Assignment
Across the entries below, how many lines contain the string "Ayhan"? Give only the count.

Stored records
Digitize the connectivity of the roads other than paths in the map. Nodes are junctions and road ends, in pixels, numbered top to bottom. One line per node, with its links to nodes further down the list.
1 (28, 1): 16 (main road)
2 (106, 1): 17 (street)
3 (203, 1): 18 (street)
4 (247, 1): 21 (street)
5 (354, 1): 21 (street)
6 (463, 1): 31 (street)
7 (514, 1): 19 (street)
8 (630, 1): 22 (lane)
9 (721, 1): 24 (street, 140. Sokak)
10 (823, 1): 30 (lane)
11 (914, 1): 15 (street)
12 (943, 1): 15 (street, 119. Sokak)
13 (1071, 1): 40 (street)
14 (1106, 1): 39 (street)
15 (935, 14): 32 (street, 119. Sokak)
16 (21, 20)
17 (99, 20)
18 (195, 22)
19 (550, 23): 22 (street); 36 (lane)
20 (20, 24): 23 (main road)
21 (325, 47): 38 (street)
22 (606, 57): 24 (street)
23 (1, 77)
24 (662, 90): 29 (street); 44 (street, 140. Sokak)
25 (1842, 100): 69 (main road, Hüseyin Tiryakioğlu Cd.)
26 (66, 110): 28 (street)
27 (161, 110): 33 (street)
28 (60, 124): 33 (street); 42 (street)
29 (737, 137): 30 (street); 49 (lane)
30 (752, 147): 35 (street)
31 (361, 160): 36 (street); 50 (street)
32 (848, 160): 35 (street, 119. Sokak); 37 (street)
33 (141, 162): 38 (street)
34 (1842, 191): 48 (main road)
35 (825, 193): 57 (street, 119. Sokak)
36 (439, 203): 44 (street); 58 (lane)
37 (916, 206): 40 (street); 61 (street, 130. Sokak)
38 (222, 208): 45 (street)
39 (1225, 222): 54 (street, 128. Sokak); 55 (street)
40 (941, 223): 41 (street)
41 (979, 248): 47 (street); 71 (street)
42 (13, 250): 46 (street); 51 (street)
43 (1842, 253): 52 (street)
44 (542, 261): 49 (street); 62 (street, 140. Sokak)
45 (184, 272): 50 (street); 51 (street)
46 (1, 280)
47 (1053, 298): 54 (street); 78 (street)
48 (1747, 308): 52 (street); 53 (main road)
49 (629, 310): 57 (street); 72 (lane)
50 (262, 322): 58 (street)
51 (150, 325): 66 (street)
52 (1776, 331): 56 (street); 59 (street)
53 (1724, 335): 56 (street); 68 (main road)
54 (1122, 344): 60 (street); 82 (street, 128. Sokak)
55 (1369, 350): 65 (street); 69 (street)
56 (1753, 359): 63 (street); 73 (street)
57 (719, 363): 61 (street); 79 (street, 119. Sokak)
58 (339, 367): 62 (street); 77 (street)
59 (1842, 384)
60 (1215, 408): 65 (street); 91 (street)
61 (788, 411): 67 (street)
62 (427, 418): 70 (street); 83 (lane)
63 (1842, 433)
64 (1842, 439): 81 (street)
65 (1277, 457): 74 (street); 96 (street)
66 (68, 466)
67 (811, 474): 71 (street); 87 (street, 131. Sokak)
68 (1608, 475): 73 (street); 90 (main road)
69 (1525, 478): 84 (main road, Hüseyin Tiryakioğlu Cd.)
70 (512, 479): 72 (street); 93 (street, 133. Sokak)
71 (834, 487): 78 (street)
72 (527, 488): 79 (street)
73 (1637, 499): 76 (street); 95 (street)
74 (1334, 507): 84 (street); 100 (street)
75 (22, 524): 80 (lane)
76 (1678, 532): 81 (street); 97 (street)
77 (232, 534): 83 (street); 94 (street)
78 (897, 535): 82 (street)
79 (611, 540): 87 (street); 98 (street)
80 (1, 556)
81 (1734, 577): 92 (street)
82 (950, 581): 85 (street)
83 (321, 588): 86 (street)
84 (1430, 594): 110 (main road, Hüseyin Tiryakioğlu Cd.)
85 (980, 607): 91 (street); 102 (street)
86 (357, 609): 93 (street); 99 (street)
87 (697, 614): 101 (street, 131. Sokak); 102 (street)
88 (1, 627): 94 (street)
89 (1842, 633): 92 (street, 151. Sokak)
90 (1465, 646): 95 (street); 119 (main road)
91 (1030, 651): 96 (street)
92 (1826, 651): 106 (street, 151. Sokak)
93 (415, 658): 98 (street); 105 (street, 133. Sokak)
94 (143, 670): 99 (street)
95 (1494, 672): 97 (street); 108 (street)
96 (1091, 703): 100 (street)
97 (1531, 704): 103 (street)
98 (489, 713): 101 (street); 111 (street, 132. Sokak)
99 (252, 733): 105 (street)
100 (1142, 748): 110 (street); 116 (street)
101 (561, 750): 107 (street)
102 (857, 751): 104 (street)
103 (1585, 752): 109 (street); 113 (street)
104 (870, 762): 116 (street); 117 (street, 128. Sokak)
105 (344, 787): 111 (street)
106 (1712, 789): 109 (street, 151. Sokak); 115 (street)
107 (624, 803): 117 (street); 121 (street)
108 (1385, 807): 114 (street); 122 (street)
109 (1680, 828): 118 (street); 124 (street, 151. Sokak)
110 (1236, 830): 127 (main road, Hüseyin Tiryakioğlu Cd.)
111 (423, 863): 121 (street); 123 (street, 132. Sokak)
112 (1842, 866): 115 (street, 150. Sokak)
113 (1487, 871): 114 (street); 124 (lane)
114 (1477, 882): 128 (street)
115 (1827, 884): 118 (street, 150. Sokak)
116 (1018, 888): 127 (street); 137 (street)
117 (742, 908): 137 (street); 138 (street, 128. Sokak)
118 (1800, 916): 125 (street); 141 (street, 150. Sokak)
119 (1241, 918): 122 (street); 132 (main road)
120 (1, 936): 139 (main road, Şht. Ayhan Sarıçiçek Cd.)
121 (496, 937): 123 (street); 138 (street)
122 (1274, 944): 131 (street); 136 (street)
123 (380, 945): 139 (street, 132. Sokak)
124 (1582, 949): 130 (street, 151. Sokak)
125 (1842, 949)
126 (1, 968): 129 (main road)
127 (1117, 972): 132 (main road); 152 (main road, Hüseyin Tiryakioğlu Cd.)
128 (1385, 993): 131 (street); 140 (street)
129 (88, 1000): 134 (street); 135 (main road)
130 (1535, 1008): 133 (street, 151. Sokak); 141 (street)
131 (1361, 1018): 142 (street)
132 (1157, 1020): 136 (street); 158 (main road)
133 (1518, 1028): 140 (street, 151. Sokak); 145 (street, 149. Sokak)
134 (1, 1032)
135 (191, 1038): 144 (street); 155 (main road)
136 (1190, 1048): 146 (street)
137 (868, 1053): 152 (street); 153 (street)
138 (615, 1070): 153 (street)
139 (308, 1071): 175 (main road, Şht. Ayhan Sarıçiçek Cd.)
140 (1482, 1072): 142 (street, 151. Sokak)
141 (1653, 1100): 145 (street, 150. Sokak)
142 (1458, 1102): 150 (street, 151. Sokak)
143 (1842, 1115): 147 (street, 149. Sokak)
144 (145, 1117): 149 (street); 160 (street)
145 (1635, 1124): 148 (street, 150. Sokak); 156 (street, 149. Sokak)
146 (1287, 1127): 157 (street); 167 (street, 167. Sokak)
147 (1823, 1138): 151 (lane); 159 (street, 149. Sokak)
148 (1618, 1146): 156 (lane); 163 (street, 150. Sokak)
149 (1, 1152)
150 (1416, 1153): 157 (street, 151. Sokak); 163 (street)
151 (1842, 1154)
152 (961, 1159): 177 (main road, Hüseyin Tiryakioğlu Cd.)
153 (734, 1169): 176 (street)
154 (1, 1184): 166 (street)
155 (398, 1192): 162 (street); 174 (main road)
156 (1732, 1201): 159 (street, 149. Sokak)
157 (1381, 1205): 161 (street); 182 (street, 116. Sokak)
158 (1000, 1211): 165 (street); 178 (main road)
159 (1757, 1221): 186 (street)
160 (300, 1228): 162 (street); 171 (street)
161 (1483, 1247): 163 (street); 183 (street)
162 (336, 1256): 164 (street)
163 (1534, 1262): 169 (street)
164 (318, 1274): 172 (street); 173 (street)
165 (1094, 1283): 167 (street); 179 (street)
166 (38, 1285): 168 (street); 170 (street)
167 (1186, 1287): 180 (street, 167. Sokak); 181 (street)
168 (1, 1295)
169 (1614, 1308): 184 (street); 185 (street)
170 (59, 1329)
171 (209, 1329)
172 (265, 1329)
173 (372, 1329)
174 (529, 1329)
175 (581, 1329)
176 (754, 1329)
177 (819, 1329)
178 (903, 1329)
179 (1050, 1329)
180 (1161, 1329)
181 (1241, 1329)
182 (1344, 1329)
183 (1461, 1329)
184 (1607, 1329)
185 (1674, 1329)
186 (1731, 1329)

Written response
2